Why It’s Worth It
I don’t know if it’s just that I’m more tuned into it but it seems like there has been a rash of anti-kid news lately. If it’s not someone getting angry looks for breastfeeding in public it’s airlines and restaurants contemplating “kid-free” areas and times of day. Now I know as well as anyone that a bratty kid can ruin a perfectly nice meal but that is beside the point. This isn’t really a diatribe on why these people are wrong, no this is a simple story to illustrate one of the many reasons why I think being a parent is all worth it.
Yesterday afternoon I was folding laundry and putting it away- a typical Monday afternoon. I walked into the closet and put away some socks in a drawer and for whatever mindless reason, I left the drawer open. So after bending down to put away a pair of shoes I stood up suddenly and *CRACK* my head slammed directly into the corner of the drawer. Now I’m not one to yell out in pain. Not even while laboring to 8cm without an epidural (that never really fully worked) during my last childbirth. But the sound that escaped my lips at that moment is something I’m quite certain could be heard 3 houses down.

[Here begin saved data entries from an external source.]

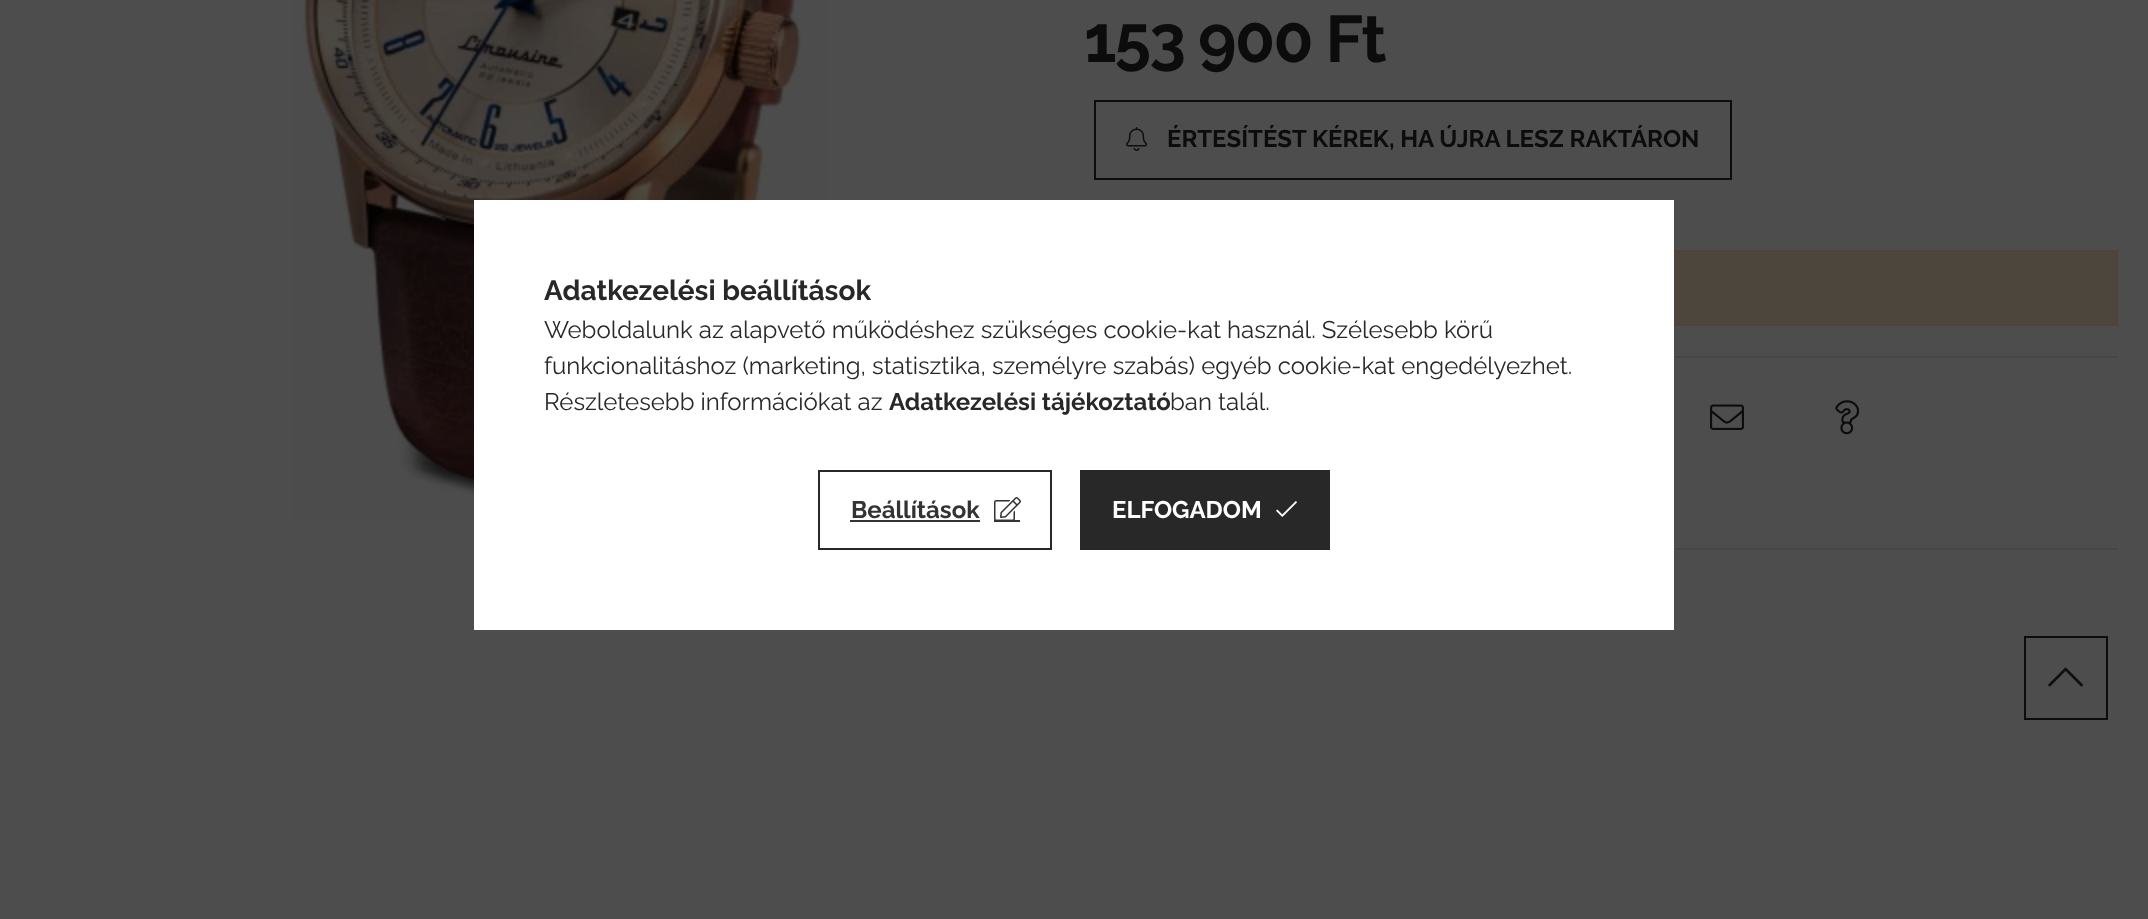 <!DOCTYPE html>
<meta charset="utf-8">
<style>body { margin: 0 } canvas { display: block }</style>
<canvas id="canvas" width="2148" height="919"></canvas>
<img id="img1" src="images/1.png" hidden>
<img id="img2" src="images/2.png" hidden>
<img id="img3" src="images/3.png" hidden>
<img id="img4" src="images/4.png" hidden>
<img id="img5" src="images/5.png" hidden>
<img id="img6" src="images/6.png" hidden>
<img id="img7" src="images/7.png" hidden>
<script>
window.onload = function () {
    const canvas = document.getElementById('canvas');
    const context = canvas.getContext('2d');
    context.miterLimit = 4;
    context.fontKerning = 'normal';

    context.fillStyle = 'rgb(77, 77, 77)';
    context.fillRect(0, 0, 2148, 919);
    context.drawImage(document.getElementById('img1'), 293, 0, 534, 519);
    context.strokeStyle = 'rgb(12, 12, 12)';
    context.lineWidth = 2;
    context.strokeRect(1095, 101, 636, 78);
    context.drawImage(document.getElementById('img2'), 1126, 127, 22, 24);
    context.fillStyle = 'rgb(76, 70, 61)';
    context.fillRect(1674, 252, 442, 72);
    context.strokeStyle = 'rgb(75, 68, 55)';
    context.strokeRect(1095, 251, 1022, 74);
    context.fillStyle = 'rgb(70, 70, 70)';
    context.fillRect(1674, 356, 444, 2);
    context.drawImage(document.getElementById('img3'), 1710, 404, 34, 26);
    context.drawImage(document.getElementById('img4'), 1835, 400, 25, 35);
    context.fillRect(1674, 548, 444, 2);
    context.fillStyle = 'rgb(255, 255, 255)';
    context.fillRect(474, 200, 1200, 430);
    context.strokeStyle = 'rgb(40, 40, 40)';
    context.strokeRect(819, 471, 232, 78);
    context.fillStyle = 'rgb(51, 51, 51)';
    context.fillRect(850, 520, 130, 2);
    context.drawImage(document.getElementById('img5'), 994, 497, 27, 23);
    context.fillRect(994, 520, 26, 2);
    context.fillStyle = 'rgb(40, 40, 40)';
    context.fillRect(1080, 470, 250, 80);
    context.drawImage(document.getElementById('img6'), 1276, 501, 21, 16);
    context.strokeStyle = 'rgb(12, 12, 12)';
    context.strokeRect(2025, 637, 82, 82);
    context.drawImage(document.getElementById('img7'), 2048, 667, 35, 20);
    context.letterSpacing = '-2px';
    context.font = 'bold 66px Raleway';
    context.fillStyle = 'rgb(12, 12, 12)';
    context.fillText('153 900 Ft', 1084, 62);
    context.letterSpacing = '0px';
    context.font = 'bold 24px Raleway';
    context.fillText('ÉRTESÍTÉST KÉREK, HA ÚJRA LESZ RAKTÁRON', 1167, 147);
    context.font = 'bold 28px Raleway';
    context.fillStyle = 'rgb(40, 40, 40)';
    context.fillText('Adatkezelési beállítások', 544, 300);
    context.font = '24px Raleway';
    context.fillText('Weboldalunk az alapvető működéshez szükséges cookie-kat használ. Szélesebb körű', 544, 338);
    context.fillText('funkcionalitáshoz (marketing, statisztika, személyre szabás) egyéb cookie-kat engedélyezhet.', 544, 374);
    context.fillText('Részletesebb információkat az', 544, 410);
    context.font = 'bold 24px Raleway';
    context.fillText('Adatkezelési tájékoztató', 889, 410);
    context.font = '24px Raleway';
    context.fillText('ban talál.', 1170, 410);
    context.font = 'bold 24px Raleway';
    context.fillStyle = 'rgb(51, 51, 51)';
    context.fillText('Beállítások', 851, 518);
    context.fillStyle = 'rgb(255, 255, 255)';
    context.fillText('ELFOGADOM', 1112, 518);
};
</script>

Hubby and Andrew came running and thankfully no words were necessary to explain what happened. Crumpled on the floor, clutching my head, and glancing briefly at the still open drawer were all that was necessary to explain what happened. Hubs quickly assessed the situation and it struck me in that moment that he would have made a great doctor though now after consideration I realize that his ability to stay calm and cool under pressure is what makes him great at just about everything he does.
“Are you bleeding?” He asks.
“I don’t think so.” I reply as I remove my hands from the spot they had been clutching to reveal that yes, I was in fact bleeding quite a bit.
Andrew, who had just been watching this unfold darts off into his bathroom and retrieves his box of beloved Buzz and Woody band-aids, a box which inspired a string of delightfully creative manifestations of pain and discomfort on his part when he first got them. The same box which also inspired a rule in our house, “you don’t need a band-aid unless there’s blood.” Well he’d heard an utterance of the magic word and he was off to save the day.
Frantically ripping open band-aid after band-aid he took each one and inquired repeatedly on where he could put it to help make me feel better. He wanted desperately to fix my head for me. Finally, after opening at least 5 or 6 band-aids he found what he was looking for.
“Look Mommy! I found you a Jessie one. You like Jessie because she’s a girl and you’re a girl.”
Proud and certain that he could now fix me, he insisted that he must put the band-aid on me somewhere. I offered my hand, not quite willing to offer him a place on my head and hair for the sticky bandage. He was hesitant about putting it in the “wrong spot” but stuck the Jessie band-aid confidently on my hand.
“There, you feel better now, Mommy?”
But it was more a statement than a question. He did for me what I have done for him. The funny thing is, in that moment I did feel better even if I was still seeing stars.
Later that evening we went to dinner. I opened his door and unbuckled the bottom latch of his carseat which is still too tough for him to release on his own. He took my hand as we walked across the parking lot. He glanced down at the band-aid and finally addressed his concern.
“Mommy, how does it help your head if it’s on your hand?”
Good question little dude. Can’t fool you, can I?
“Well,” I replied, “When I look down at my hand I see it and it makes me think about how much I love you.”
“Oh Mommy, I really really love you.”
He smiled and squeezed my hand as I often do with his. He took on the role of mommy when mommy needed it and he expressed a love and concern so genuine that it could make anyone forget any problem in the world. I think it’s simple stories like this, of which I have hundreds, that are why people have kids in the first place. Sure there are long nights, gobs of laundry, butts to wipe, appointments and classes and trips to the zoo in the 100 degree summer heat but in the end it’s the little moments that make it all worth it.